- _Work item_
In the data below, find each line carrying the string "direction" and copy it out.

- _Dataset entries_
************

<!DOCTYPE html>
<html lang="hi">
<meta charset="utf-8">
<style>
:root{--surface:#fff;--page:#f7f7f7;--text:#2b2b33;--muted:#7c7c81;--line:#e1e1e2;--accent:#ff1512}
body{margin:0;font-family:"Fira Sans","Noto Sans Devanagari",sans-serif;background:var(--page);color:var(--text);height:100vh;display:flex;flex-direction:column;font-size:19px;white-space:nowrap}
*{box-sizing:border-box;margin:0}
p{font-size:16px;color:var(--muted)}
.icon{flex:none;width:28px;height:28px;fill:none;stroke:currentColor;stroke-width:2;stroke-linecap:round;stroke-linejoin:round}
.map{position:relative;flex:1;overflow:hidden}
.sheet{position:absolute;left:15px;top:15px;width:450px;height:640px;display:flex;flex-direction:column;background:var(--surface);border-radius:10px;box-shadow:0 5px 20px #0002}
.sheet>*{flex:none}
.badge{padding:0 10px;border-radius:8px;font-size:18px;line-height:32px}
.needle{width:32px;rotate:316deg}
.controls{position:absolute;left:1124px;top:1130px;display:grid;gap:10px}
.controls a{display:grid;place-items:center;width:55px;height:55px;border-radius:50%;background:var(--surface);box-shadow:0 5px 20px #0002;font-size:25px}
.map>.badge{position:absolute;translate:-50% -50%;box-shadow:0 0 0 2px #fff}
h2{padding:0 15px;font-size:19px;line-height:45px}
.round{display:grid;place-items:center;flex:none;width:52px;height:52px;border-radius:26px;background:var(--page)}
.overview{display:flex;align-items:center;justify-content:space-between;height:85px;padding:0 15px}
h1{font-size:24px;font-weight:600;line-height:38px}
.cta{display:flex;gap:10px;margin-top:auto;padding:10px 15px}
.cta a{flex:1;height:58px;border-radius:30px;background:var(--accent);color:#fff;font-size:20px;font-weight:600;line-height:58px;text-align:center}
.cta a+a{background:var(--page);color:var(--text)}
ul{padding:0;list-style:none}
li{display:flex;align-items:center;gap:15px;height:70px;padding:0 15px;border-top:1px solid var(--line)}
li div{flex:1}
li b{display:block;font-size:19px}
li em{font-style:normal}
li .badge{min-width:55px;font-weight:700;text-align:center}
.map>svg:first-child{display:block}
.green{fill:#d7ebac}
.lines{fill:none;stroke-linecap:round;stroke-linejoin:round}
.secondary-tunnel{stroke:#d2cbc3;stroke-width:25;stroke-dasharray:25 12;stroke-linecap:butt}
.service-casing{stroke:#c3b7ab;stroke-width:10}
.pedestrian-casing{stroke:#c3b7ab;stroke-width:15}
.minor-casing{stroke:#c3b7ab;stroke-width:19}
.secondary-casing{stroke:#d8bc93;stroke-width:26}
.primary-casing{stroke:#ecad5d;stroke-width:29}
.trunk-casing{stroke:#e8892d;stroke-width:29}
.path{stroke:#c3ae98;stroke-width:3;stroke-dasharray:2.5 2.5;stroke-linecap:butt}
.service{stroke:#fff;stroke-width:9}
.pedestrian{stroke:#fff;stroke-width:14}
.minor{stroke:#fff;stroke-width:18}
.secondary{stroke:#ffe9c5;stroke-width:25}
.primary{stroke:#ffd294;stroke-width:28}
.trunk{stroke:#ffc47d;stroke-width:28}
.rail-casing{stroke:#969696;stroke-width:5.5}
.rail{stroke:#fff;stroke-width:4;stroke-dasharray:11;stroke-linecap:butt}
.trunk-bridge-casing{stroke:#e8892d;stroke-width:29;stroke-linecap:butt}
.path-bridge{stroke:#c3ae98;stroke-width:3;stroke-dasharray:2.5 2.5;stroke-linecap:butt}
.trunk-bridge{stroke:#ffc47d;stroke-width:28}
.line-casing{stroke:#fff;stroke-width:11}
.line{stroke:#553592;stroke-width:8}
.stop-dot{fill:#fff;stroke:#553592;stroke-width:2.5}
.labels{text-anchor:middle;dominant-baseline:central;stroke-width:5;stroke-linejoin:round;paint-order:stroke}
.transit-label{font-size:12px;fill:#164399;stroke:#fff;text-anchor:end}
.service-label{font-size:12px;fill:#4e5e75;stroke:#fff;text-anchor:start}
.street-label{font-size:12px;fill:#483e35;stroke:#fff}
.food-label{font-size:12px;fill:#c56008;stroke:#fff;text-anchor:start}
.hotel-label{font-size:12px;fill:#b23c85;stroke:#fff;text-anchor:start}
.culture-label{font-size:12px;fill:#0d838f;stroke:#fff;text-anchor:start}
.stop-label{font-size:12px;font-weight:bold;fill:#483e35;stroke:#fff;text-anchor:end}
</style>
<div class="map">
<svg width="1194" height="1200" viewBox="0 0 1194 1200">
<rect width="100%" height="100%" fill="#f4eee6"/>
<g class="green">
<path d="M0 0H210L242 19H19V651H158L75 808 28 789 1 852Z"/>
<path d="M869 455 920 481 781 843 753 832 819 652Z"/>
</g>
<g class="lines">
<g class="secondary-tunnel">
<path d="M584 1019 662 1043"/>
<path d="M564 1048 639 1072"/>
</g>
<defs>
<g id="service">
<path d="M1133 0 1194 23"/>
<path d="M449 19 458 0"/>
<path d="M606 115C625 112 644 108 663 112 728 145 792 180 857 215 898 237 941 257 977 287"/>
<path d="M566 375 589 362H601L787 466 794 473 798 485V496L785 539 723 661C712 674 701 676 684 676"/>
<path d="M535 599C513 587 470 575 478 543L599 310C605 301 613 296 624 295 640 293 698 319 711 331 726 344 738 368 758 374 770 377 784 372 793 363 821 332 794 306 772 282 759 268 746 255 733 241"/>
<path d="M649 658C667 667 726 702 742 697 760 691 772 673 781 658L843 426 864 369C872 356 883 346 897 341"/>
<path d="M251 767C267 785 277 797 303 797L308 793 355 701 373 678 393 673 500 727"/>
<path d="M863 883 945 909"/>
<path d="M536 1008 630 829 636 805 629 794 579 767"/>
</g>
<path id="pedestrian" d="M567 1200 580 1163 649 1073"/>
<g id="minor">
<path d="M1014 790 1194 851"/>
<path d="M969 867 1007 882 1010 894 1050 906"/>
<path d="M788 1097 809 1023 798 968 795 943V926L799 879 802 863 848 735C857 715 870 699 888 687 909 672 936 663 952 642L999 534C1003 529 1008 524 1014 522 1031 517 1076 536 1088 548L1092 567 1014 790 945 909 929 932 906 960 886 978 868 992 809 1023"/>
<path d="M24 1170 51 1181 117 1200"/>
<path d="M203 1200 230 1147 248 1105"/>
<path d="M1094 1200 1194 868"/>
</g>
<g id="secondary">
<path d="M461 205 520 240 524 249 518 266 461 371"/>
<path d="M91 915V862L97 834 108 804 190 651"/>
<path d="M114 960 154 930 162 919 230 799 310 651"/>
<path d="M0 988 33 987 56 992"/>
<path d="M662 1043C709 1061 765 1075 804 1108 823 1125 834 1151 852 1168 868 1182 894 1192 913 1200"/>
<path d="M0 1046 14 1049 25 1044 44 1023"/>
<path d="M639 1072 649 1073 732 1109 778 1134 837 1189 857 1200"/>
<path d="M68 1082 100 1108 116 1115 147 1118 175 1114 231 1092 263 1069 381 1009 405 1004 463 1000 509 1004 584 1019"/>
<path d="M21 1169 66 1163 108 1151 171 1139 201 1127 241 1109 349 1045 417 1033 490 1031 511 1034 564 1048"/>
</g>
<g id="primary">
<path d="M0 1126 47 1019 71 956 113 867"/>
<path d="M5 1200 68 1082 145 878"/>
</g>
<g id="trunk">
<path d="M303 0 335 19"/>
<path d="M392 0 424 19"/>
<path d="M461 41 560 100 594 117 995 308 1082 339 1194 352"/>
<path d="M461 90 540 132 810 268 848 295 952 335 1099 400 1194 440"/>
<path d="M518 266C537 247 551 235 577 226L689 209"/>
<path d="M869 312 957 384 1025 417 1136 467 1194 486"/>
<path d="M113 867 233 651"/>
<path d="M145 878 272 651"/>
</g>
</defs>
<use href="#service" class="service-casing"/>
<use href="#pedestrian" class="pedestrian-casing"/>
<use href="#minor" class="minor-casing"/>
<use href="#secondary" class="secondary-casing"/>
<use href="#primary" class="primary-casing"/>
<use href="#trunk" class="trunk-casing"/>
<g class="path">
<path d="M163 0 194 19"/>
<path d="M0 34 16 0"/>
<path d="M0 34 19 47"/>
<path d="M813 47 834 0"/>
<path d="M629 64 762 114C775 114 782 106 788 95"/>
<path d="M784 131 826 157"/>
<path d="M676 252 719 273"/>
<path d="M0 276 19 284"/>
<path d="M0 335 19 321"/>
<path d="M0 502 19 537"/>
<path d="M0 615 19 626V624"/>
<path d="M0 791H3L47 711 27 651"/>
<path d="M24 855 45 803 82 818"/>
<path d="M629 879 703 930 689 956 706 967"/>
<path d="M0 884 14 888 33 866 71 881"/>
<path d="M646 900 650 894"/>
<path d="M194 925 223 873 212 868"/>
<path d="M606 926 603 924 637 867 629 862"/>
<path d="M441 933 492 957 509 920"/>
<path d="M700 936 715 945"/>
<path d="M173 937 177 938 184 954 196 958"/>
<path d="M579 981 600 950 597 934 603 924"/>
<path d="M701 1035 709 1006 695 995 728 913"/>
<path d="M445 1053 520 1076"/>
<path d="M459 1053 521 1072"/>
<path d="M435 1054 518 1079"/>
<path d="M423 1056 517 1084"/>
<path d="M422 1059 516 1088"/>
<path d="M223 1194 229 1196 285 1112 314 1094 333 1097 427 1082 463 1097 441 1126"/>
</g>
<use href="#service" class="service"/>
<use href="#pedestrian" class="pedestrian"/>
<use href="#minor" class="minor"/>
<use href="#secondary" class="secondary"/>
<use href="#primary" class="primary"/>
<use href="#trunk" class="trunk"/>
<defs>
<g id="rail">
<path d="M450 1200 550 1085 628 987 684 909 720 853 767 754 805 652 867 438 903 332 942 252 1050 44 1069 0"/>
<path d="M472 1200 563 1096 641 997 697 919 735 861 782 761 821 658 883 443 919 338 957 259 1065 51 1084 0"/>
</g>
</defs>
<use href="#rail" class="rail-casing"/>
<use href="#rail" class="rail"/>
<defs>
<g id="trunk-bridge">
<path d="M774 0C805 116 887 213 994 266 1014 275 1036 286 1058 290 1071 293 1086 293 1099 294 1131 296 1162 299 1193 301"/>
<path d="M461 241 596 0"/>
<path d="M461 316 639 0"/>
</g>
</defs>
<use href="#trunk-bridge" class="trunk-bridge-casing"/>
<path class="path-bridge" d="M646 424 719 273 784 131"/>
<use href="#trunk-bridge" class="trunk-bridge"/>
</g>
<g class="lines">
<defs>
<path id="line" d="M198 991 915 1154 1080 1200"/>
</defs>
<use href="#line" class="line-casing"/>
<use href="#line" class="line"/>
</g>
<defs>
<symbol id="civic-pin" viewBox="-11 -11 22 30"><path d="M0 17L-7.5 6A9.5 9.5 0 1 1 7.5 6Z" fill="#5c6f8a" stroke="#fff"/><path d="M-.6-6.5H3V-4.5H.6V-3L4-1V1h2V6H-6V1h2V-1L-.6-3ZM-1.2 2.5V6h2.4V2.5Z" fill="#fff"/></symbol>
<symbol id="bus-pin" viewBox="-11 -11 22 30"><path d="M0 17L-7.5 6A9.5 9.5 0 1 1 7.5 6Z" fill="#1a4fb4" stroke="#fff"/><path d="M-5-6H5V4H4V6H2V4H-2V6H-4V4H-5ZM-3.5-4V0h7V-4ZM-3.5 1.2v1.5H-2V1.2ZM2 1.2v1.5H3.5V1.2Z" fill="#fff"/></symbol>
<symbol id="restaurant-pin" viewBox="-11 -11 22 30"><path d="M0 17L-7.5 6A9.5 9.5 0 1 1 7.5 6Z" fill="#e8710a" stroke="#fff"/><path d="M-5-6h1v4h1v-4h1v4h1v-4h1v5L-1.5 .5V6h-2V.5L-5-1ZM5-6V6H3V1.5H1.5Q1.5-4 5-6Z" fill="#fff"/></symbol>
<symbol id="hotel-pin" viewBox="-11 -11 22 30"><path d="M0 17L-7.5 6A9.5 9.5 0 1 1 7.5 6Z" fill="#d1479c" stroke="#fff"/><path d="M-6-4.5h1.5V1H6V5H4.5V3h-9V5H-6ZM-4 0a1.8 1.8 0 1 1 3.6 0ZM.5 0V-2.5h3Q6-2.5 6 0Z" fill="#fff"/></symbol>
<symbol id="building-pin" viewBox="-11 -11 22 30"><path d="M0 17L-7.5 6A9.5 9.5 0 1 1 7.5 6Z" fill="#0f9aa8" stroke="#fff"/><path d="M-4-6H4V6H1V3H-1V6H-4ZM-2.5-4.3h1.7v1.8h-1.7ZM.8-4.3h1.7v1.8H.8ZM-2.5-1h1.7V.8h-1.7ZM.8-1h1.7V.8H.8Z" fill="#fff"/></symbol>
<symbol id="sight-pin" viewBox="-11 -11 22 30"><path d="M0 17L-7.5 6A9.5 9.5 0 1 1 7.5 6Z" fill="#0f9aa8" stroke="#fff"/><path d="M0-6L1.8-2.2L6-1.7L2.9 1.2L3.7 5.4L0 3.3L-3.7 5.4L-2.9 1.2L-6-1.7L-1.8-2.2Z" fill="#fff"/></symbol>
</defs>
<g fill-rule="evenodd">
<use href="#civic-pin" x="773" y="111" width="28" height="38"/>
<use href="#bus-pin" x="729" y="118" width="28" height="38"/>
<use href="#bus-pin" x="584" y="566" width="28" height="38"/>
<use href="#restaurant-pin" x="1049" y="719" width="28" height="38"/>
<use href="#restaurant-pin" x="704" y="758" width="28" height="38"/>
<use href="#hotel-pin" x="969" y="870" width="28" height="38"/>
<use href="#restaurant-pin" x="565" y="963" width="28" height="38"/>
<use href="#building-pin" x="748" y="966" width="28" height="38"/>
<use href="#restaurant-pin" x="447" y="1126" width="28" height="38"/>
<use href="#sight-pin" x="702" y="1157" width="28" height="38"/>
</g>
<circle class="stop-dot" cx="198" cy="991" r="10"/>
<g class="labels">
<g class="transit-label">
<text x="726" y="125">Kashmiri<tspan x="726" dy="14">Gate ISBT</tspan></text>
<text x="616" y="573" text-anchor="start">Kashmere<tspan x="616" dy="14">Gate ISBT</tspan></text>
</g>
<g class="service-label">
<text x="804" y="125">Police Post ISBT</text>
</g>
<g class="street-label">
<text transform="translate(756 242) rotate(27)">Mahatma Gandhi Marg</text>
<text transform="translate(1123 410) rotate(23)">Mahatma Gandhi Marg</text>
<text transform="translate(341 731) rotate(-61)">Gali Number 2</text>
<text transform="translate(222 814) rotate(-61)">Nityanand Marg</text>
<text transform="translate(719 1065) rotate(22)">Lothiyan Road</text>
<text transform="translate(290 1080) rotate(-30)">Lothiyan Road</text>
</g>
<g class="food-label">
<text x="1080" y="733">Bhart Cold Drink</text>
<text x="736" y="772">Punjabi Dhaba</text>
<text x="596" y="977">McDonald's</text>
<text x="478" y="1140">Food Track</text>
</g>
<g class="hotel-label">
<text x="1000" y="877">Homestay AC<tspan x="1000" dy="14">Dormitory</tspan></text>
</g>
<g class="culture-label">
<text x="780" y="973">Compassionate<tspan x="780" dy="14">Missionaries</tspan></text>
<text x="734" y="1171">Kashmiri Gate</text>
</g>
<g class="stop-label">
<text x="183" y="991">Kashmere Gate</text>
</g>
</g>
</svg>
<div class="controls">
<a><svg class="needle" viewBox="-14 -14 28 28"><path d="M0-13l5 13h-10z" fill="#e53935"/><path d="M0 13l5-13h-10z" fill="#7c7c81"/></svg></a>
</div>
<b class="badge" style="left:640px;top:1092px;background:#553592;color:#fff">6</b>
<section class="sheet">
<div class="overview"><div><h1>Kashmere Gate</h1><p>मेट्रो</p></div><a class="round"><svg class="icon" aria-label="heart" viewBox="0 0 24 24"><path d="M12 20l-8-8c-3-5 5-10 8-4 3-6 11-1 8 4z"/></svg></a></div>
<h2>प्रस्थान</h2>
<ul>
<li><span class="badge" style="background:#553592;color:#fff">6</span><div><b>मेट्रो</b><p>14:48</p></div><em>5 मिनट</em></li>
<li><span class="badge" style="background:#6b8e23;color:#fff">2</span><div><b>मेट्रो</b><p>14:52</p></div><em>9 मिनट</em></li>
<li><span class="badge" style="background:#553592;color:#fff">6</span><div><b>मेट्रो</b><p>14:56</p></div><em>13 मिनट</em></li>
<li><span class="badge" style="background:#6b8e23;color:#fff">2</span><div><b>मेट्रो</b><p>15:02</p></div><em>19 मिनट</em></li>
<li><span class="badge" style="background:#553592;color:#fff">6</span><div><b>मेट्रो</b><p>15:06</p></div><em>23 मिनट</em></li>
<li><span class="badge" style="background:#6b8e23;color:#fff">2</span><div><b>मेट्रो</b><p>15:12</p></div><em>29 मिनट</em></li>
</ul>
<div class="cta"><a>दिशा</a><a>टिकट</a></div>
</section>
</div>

************

- _Completed task_
body{margin:0;font-family:"Fira Sans","Noto Sans Devanagari",sans-serif;background:var(--page);color:var(--text);height:100vh;display:flex;flex-direction:column;font-size:19px;white-space:nowrap}
.sheet{position:absolute;left:15px;top:15px;width:450px;height:640px;display:flex;flex-direction:column;background:var(--surface);border-radius:10px;box-shadow:0 5px 20px #0002}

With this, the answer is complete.